Jake Martinez used to crack open two or three beers every evening to unwind from his job as a software engineer in Portland. Then he tried a cannabis-infused drink at a friend’s barbecue. “I got the same relaxed feeling without the next-morning fog,” he says. He hasn’t bought beer since.
Martinez is part of a seismic shift in American drinking culture revealed in a groundbreaking study published in October 2025: more than half of Americans who consume THC beverages—cannabis-infused seltzers, sodas, and teas—have significantly reduced their alcohol consumption. Twenty-one percent have quit drinking entirely.
The research, published in the Journal of Psychoactive Drugs, surveyed 1,964 THC beverage consumers across 28 U.S. states where cannabis is legal for either medical or adult use. The findings suggest cannabis drinks aren’t just a novelty—they’re fundamentally reshaping how Americans relax, socialize, and think about intoxication.
Among regular THC beverage consumers, 56% reported reducing alcohol consumption, 21% stopped drinking entirely, and another 17% said they replaced alcohol with cannabis drinks in social settings. Only 27% continued drinking alcohol at the same frequency.
The reasons are striking: 84% of respondents said they preferred how THC beverages made them feel compared to alcohol. They reported fewer hangovers, better sleep, less anxiety, and greater control over their experience. Many noted that low-dose THC drinks (typically 2-10mg) provide gentle relaxation without heavy intoxication.
“Cannabis beverages offer something alcohol can’t,” says Dr. Emily Warner, lead researcher. “Predictable, measured doses that let people moderate their experience more precisely. With alcohol, it’s easy to overshoot. With 5mg THC seltzers, people can sip slowly and maintain a consistent, pleasant level.“
The public health implications could be transformative. Alcohol is linked to over 140,000 deaths annually in the United States, including liver disease, heart problems, accidents, and violence. Cannabis, by contrast, has never caused a fatal overdose. If millions of Americans genuinely reduce or eliminate alcohol consumption in favor of cannabis, mortality rates from substance use could drop dramatically.

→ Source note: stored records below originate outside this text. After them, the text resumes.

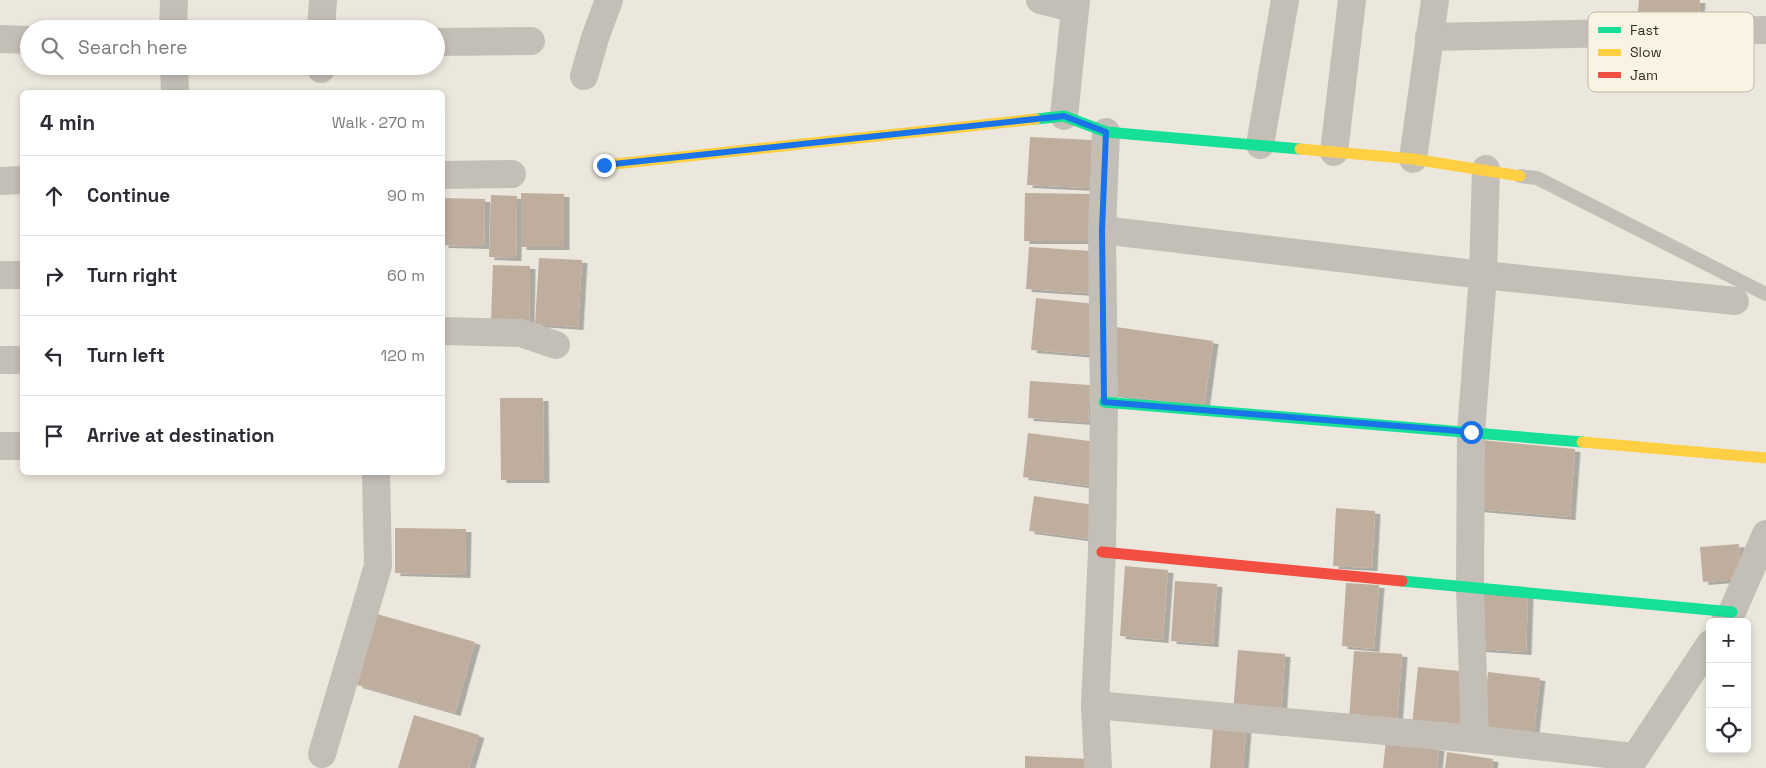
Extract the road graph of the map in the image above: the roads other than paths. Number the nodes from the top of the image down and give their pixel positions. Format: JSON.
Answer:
{"nodes":[{"id":1,"x":174,"y":0,"type":"edge"},
{"id":2,"x":323,"y":0,"type":"edge"},
{"id":3,"x":609,"y":0,"type":"edge"},
{"id":4,"x":1040,"y":0,"type":"edge"},
{"id":5,"x":1285,"y":0,"type":"edge"},
{"id":6,"x":1352,"y":0,"type":"edge"},
{"id":7,"x":1435,"y":0,"type":"edge"},
{"id":8,"x":1076,"y":4,"type":"edge"},
{"id":9,"x":174,"y":20,"type":"edge"},
{"id":10,"x":322,"y":20,"type":"edge"},
{"id":11,"x":1588,"y":34,"type":"edge"},
{"id":12,"x":1429,"y":37,"type":"junction"},
{"id":13,"x":0,"y":40,"type":"edge"},
{"id":14,"x":20,"y":40,"type":"edge"},
{"id":15,"x":531,"y":41,"type":"dead end"},
{"id":16,"x":445,"y":42,"type":"edge"},
{"id":17,"x":174,"y":75,"type":"edge"},
{"id":18,"x":584,"y":76,"type":"dead end"},
{"id":19,"x":175,"y":90,"type":"edge"},
{"id":20,"x":1064,"y":116,"type":"junction"},
{"id":21,"x":1106,"y":132,"type":"junction"},
{"id":22,"x":1260,"y":145,"type":"junction"},
{"id":23,"x":1334,"y":152,"type":"junction"},
{"id":24,"x":1413,"y":158,"type":"junction"},
{"id":25,"x":604,"y":165,"type":"dead end"},
{"id":26,"x":1486,"y":169,"type":"junction"},
{"id":27,"x":512,"y":174,"type":"dead end"},
{"id":28,"x":445,"y":175,"type":"edge"},
{"id":29,"x":1520,"y":176,"type":"joint"},
{"id":30,"x":0,"y":180,"type":"edge"},
{"id":31,"x":20,"y":180,"type":"edge"},
{"id":32,"x":1102,"y":230,"type":"junction"},
{"id":33,"x":0,"y":275,"type":"edge"},
{"id":34,"x":20,"y":275,"type":"edge"},
{"id":35,"x":1483,"y":275,"type":"junction"},
{"id":36,"x":1766,"y":294,"type":"edge"},
{"id":37,"x":1735,"y":301,"type":"dead end"},
{"id":38,"x":445,"y":331,"type":"edge"},
{"id":39,"x":556,"y":345,"type":"dead end"},
{"id":40,"x":0,"y":360,"type":"edge"},
{"id":41,"x":20,"y":360,"type":"edge"},
{"id":42,"x":1104,"y":402,"type":"junction"},
{"id":43,"x":1471,"y":432,"type":"junction"},
{"id":44,"x":1766,"y":458,"type":"edge"},
{"id":45,"x":376,"y":475,"type":"edge"},
{"id":46,"x":1766,"y":534,"type":"edge"},
{"id":47,"x":1102,"y":552,"type":"junction"},
{"id":48,"x":1470,"y":587,"type":"junction"},
{"id":49,"x":1728,"y":617,"type":"edge"},
{"id":50,"x":1706,"y":650,"type":"edge"},
{"id":51,"x":1095,"y":705,"type":"junction"},
{"id":52,"x":1475,"y":739,"type":"junction"},
{"id":53,"x":322,"y":754,"type":"dead end"},
{"id":54,"x":1630,"y":763,"type":"edge"},
{"id":55,"x":1098,"y":768,"type":"edge"}],
"edges":[{"from":1,"to":9,"type":"street"},
{"from":2,"to":10,"type":"street"},
{"from":3,"to":18,"type":"street"},
{"from":4,"to":8,"type":"street"},
{"from":5,"to":22,"type":"street"},
{"from":6,"to":23,"type":"street"},
{"from":7,"to":12,"type":"street"},
{"from":8,"to":20,"type":"street"},
{"from":11,"to":12,"type":"street"},
{"from":12,"to":24,"type":"street"},
{"from":13,"to":14,"type":"street"},
{"from":15,"to":16,"type":"street"},
{"from":17,"to":19,"type":"street"},
{"from":20,"to":21,"type":"street"},
{"from":20,"to":25,"type":"street"},
{"from":21,"to":22,"type":"street"},
{"from":21,"to":32,"type":"street"},
{"from":22,"to":23,"type":"street"},
{"from":23,"to":24,"type":"street"},
{"from":24,"to":26,"type":"street"},
{"from":26,"to":29,"type":"street"},
{"from":26,"to":35,"type":"street"},
{"from":27,"to":28,"type":"street"},
{"from":29,"to":36,"type":"lane"},
{"from":30,"to":31,"type":"street"},
{"from":32,"to":35,"type":"street"},
{"from":32,"to":42,"type":"street"},
{"from":33,"to":34,"type":"street"},
{"from":35,"to":37,"type":"street"},
{"from":35,"to":43,"type":"street"},
{"from":38,"to":39,"type":"street"},
{"from":40,"to":41,"type":"street"},
{"from":42,"to":43,"type":"street"},
{"from":42,"to":47,"type":"street"},
{"from":43,"to":44,"type":"street"},
{"from":43,"to":48,"type":"street"},
{"from":45,"to":53,"type":"street"},
{"from":46,"to":49,"type":"street"},
{"from":47,"to":48,"type":"street"},
{"from":47,"to":51,"type":"street"},
{"from":48,"to":49,"type":"street"},
{"from":48,"to":52,"type":"street"},
{"from":50,"to":54,"type":"street"},
{"from":51,"to":52,"type":"street"},
{"from":51,"to":55,"type":"street"},
{"from":52,"to":54,"type":"street"}]}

The trend is already reshaping beverage industries. Major beer and spirits companies are investing heavily in THC drink production, recognizing that younger consumers—particularly Gen Z and millennials—are increasingly “California sober,” using cannabis but avoiding alcohol. Cannabis beverage sales in the U.S. topped $400 million in 2024 and are projected to exceed $1 billion by 2027.
The drinks come in every variety: fruit-flavored seltzers, craft sodas, cannabis-infused teas, even THC “mocktails.” Some are THC-only, others contain CBD for additional calming effects. Fast-acting formulations using nano-emulsion technology meaning effects begin within 10-15 minutes and last 2-3 hours—mimicking alcohol’s timeline but without the harsh physical toll.
Not everyone is celebrating. Alcohol industry groups downplay the threat, insisting cannabis will remain niche. Public health officials warn that replacing one intoxicant with another isn’t necessarily progress, particularly for adolescents whose brains are still developing.
But for many adults, THC beverages represent a genuine upgrade. Jake Martinez’s story is typical: “I’m more present with my family in the evenings. I sleep better. I’m not hungover on weekends. And I still get to relax with a cold drink after work.” He pauses. “Why would I go back to alcohol?“
If current trends hold—and millions of Americans follow Martinez’s path, choosing cannabis beverages over alcohol—the cultural landscape of American social drinking may look radically different a decade from now. For public health outcomes, that could be revolutionary.